Launchpad Entry: etc-under-revision-control
Created: 2008-11-19 by ThierryCarrez
Packages affected: bzr, etckeeper
Keeping /etc under a revision control system allows to maintain traceability over changes made to configuration files. This should be made easy enough and non-intrusive enough so as to make a good candidate for integration in default Server installs, as part of our "Best Practices integration" theme for Ubuntu Server.
Ubuntu Server ships by default with a new traceability feature, built on etckeeper and bzr, integrated together using a specific bzr plugin. This transparently allows to keep an history of configuration changes made to your system, whether those changes are made by package updates or manually.
Applying a revision control paradigm to configuration files has been a known best practice for Linux sysadmins for a long time, however everyone uses different mechanisms to achieve that result. It is often seen as an intrusive and cumbersome process that might not be worth the hassle of setting it up and sticking to it.
One of the themes we are pushing in Ubuntu Server is integration of industry best practices : make powerful concepts and tools easy enough to use so that we can include them by default and make them part of what "Ubuntu Server" is.
We can solve the perceived drawbacks by integrating a comprehensive revision control system that hooks into the system to provide a comprehensive view on the package installed and the configuration changes applied during the life of the server. It should maintain, even if the sysadmin doesn't commit his configuration changes, a usable history. If successful, it can be made a default feature of Ubuntu Server, which you could even ignore until you need it.

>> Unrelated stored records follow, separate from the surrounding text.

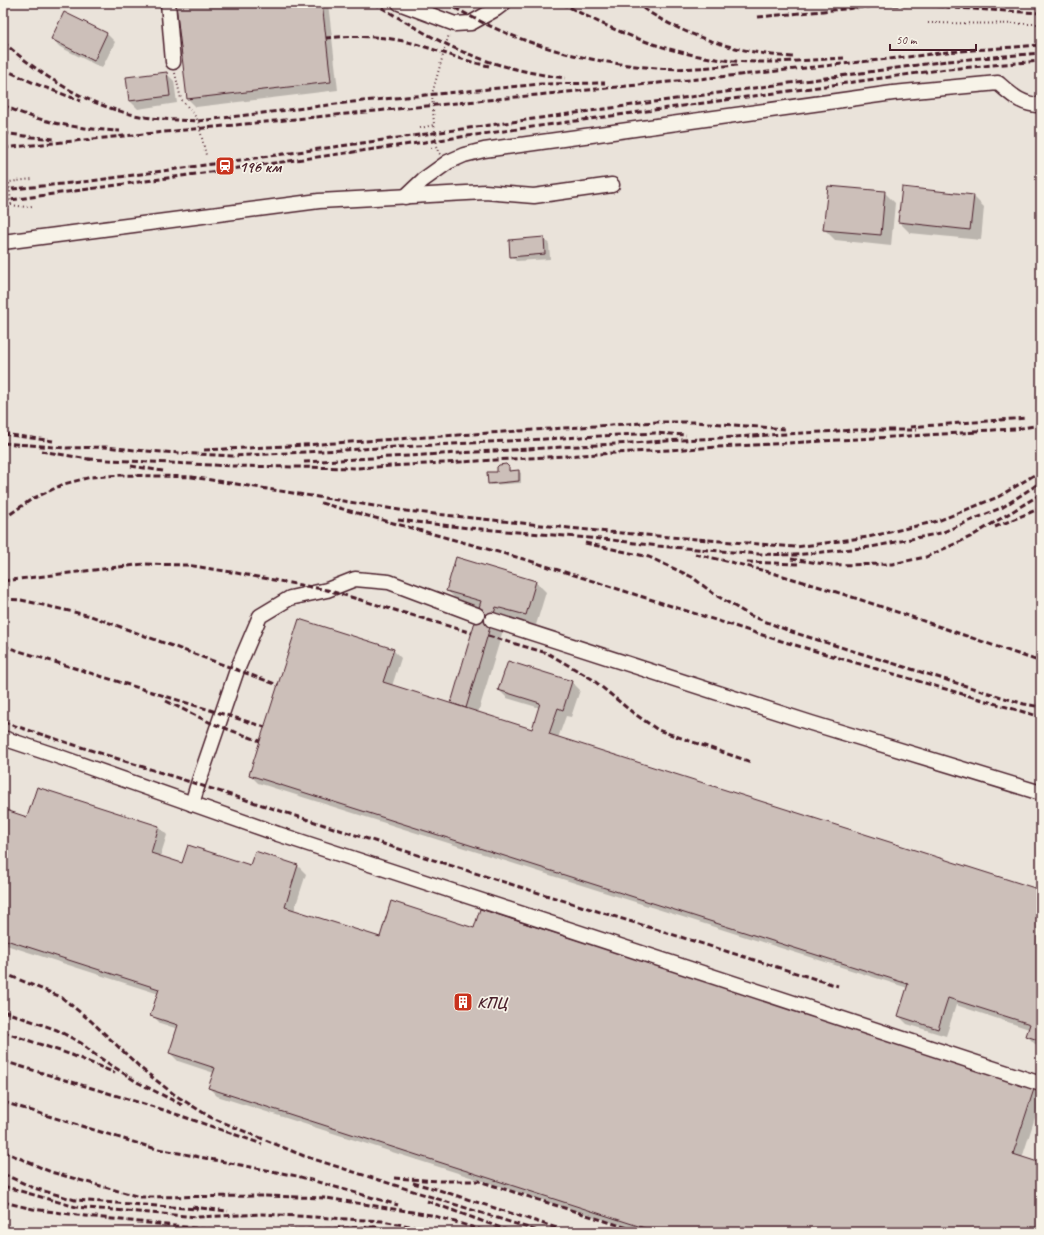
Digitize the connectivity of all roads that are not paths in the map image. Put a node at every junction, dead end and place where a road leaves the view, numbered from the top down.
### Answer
1 (168, 3) edge
2 (399, 3) edge
3 (504, 3) edge
4 (173, 62) road end
5 (1041, 105) edge
6 (612, 185) dead end
7 (405, 196) junction
8 (3, 242) edge
9 (477, 615) dead end
10 (492, 620) dead end
11 (3, 738) edge
12 (1041, 793) edge
13 (192, 804) junction
14 (1041, 1084) edge

1 - 4 lane
2 - 3 lane
5 - 7 lane
6 - 7 lane
7 - 8 lane
9 - 13 lane
10 - 12 lane
11 - 13 lane
13 - 14 lane

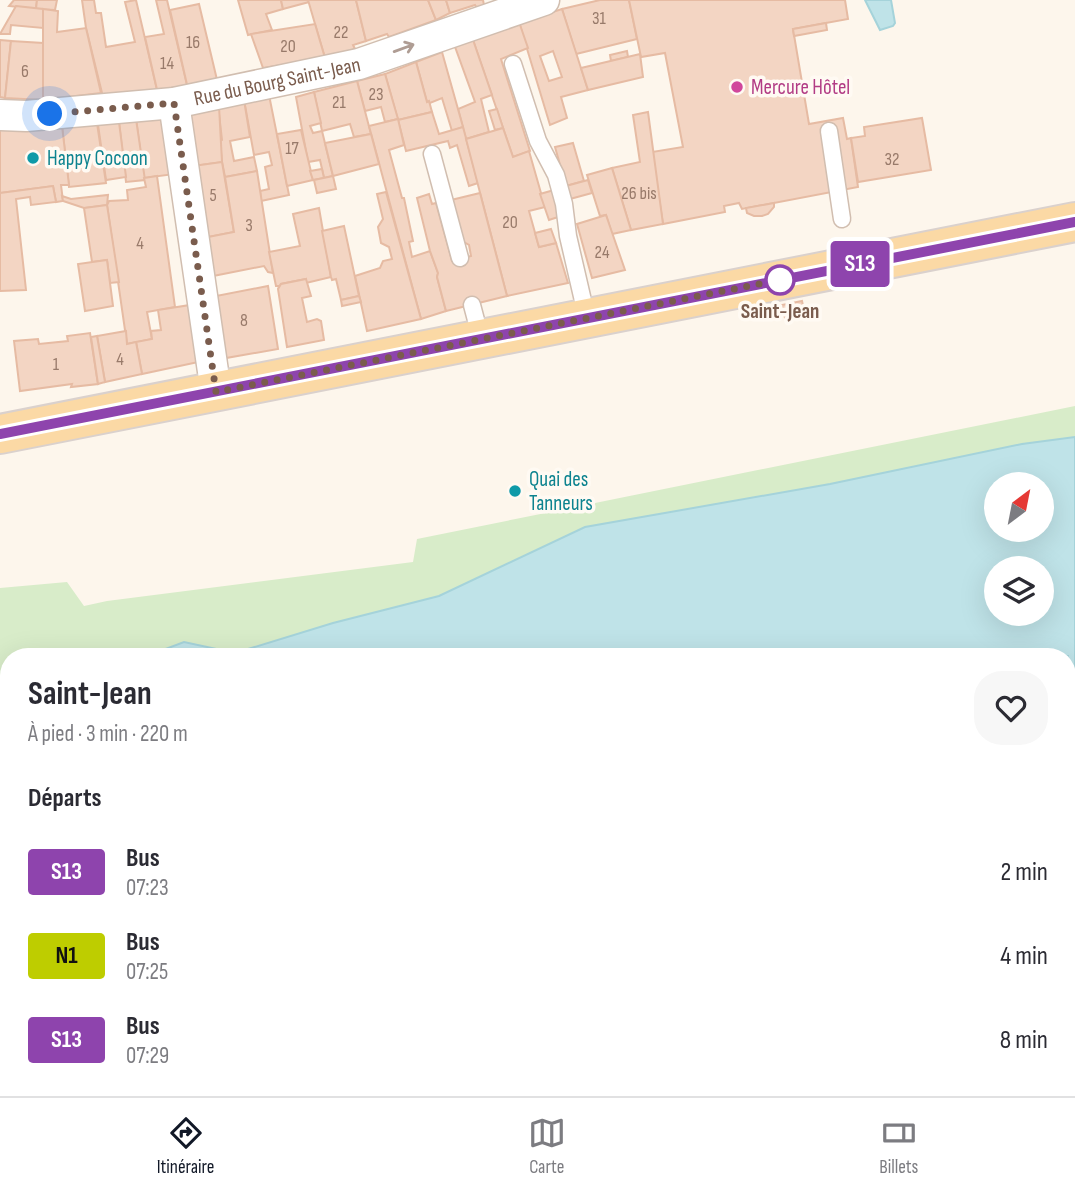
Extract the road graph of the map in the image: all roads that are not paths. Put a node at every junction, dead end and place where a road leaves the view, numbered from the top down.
1 (544, 0) edge
2 (513, 64) dead end
3 (174, 103) junction
4 (0, 115) edge
5 (829, 131) dead end
6 (432, 154) dead end
7 (842, 219) dead end
8 (1075, 222) edge
9 (460, 258) dead end
10 (587, 318) junction
11 (216, 392) junction
12 (0, 434) edge

3 -> 1 street, Rue du Bourg Saint-Jean
2 - 10 lane
3 - 4 street, Rue du Bourg Saint-Jean
3 - 11 street
5 - 7 lane
6 - 9 lane
8 - 10 main road
10 - 11 main road
11 - 12 main road

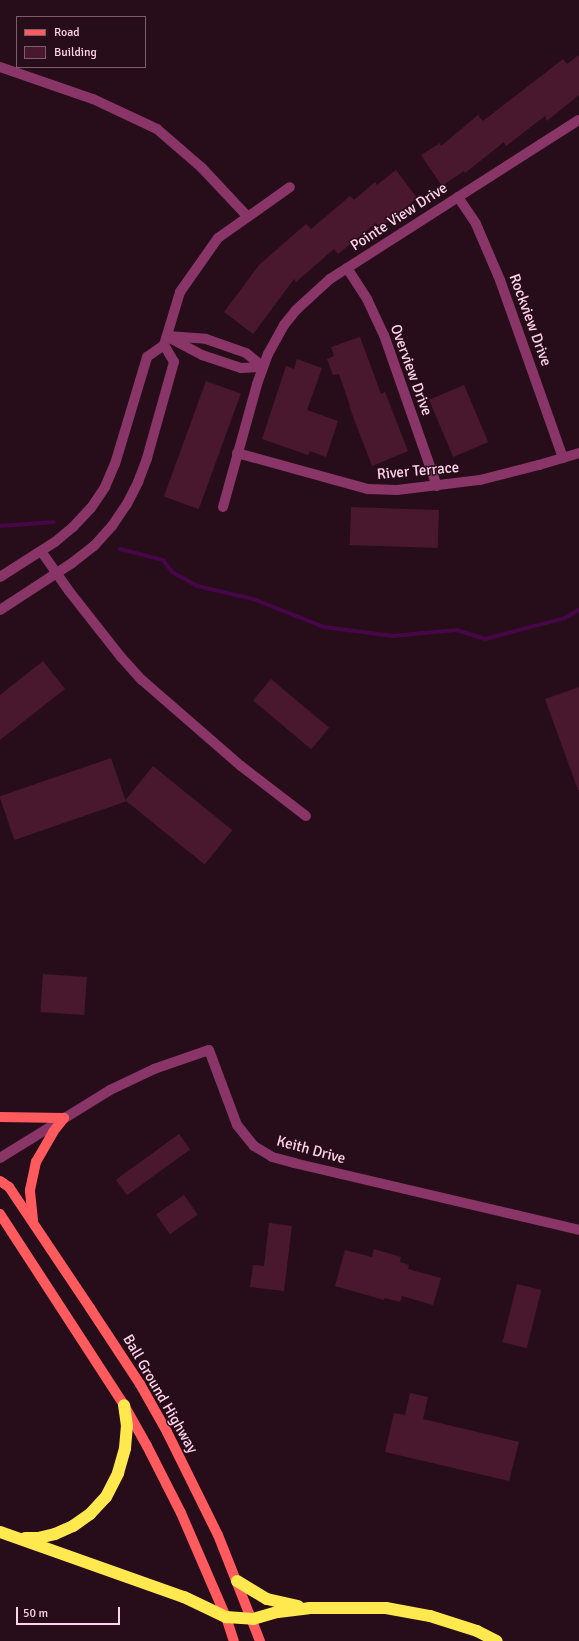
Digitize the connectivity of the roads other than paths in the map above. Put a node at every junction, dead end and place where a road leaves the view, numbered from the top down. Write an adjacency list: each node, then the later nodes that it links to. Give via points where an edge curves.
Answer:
1 (0, 67): 5 (street, via 93,98 157,129 202,168)
2 (579, 120): 4 (street, Pointe View Drive)
3 (290, 188): 5 (street)
4 (458, 197): 6 (street, Pointe View Drive); 11 (street, Rockview Drive, via 476,224 500,280)
5 (248, 217): 7 (street, via 218,238 180,292)
6 (347, 268): 8 (street, Pointe View Drive, via 320,286 296,310 284,325); 12 (street, Overview Drive, via 367,299 384,335)
7 (165, 341): 8 (street, via 241,368); 8 (street, via 206,339 246,353); 14 (street, via 147,357 115,464 105,487 91,508 73,527); 15 (street, via 174,362 138,482 112,526 94,546)
8 (263, 367): 9 (street, Pointe View Drive)
9 (237, 453): 12 (street, River Terrace, via 368,489 397,490); 13 (street, Pointe View Drive)
10 (579, 453): 11 (street, River Terrace)
11 (563, 458): 12 (street, River Terrace, via 502,475)
12 (437, 486)
13 (222, 507)
14 (41, 551): 15 (street); 16 (street)
15 (56, 573): 17 (street); 18 (street, via 121,657 150,687 241,766)
16 (0, 577)
17 (0, 610)
18 (306, 816)
19 (0, 1117): 20 (main road)
20 (64, 1118): 21 (street, Keith Drive); 24 (main road, via 44,1146 32,1176 30,1204); 25 (street, Keith Drive, via 110,1090 154,1069 209,1050 237,1125 254,1146 272,1157)
21 (0, 1158)
22 (0, 1182): 24 (main road, Ball Ground Highway, via 9,1187)
23 (0, 1214): 26 (main road)
24 (35, 1226): 29 (main road, Ball Ground Highway, via 152,1404 200,1496)
25 (579, 1230)
26 (124, 1405): 28 (highway, via 127,1426 125,1448 118,1473 106,1497 90,1514 67,1529 38,1538); 31 (main road, via 162,1473)
27 (0, 1532): 28 (highway)
28 (14, 1537): 31 (highway, via 184,1597)
29 (237, 1581): 30 (highway, via 267,1599); 32 (main road, Ball Ground Highway)
30 (309, 1608): 32 (highway, via 278,1612); 35 (highway, via 386,1608 407,1611 477,1631)
31 (226, 1617): 32 (highway); 33 (main road)
32 (253, 1619): 34 (main road, Ball Ground Highway)
33 (234, 1641)
34 (260, 1641)
35 (497, 1641)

- Alan just did a package update and wants to compare the configuration changes before and after the installation, including permissions and ownership changes
- Betty wants to extract a complete history of the packages installed and the configuration changes from all her Ubuntu servers
- Chuck needs to know what the two other admins, Daniel and Emmet, might have been doing on that box that would explain this performance drop he noticed since the last week
- Fiona doesn't know about revision control, she wants to be able to ignore it completely and doesn't want her box to be significantly slower or cruftier because this was made a default as part of a "Best Practice integration" campaign
- Gunther accidentally changed permissions on a directory and want to revert those files to the last committed revision to clean up the mess
- Provide init/commit/diff/log/revert/purge commands (commit being a add+commit since we always want to add the missing files)
- Versioning of file contents, permissions and ownership: it is necessary to keep track of all those changes since they are all significant for configuration files. This information should be as integrated as possible in the tool output/action.
- Comprehensive and usable without user interaction: although the admin is free to commit specific changes every time he changes configuration files, the system should provide usable traceability even if he doesn't. That means autocommitting before and after package installation, and autocommitting once a day to get day-by-day uncommitted changes.
- By-user traceability: whenever possible, the revisions should show the userid of the user who committed the change (daily autocommits being a notable exception).
- Non intrusive: the system should be as unnoticeable as possible. That means for example keeping the VCS metafiles in a specific directory, or reducing messages that get printed out on pre- and post-package-install autocommits.
- Reduced footprint: try to reduce the footprint on the system by making the VCS database as small as possible and choose the options that make the VCS as fast as possible.
etckeeper, written by Joey Hess and already in universe, provides most of the needed features. It is written in shell script and is easily extensible. It features:
- Compatibility with multiple VCS
- Autocommit hooks before and after using Apt
- Maintenance of a /etc/.etckeeper file describing specific ownership/permissions
- Static list of file patterns to ignore
- bzr "etckeeper" plugin to handle pre-commit actions (regeneration of the permissions database)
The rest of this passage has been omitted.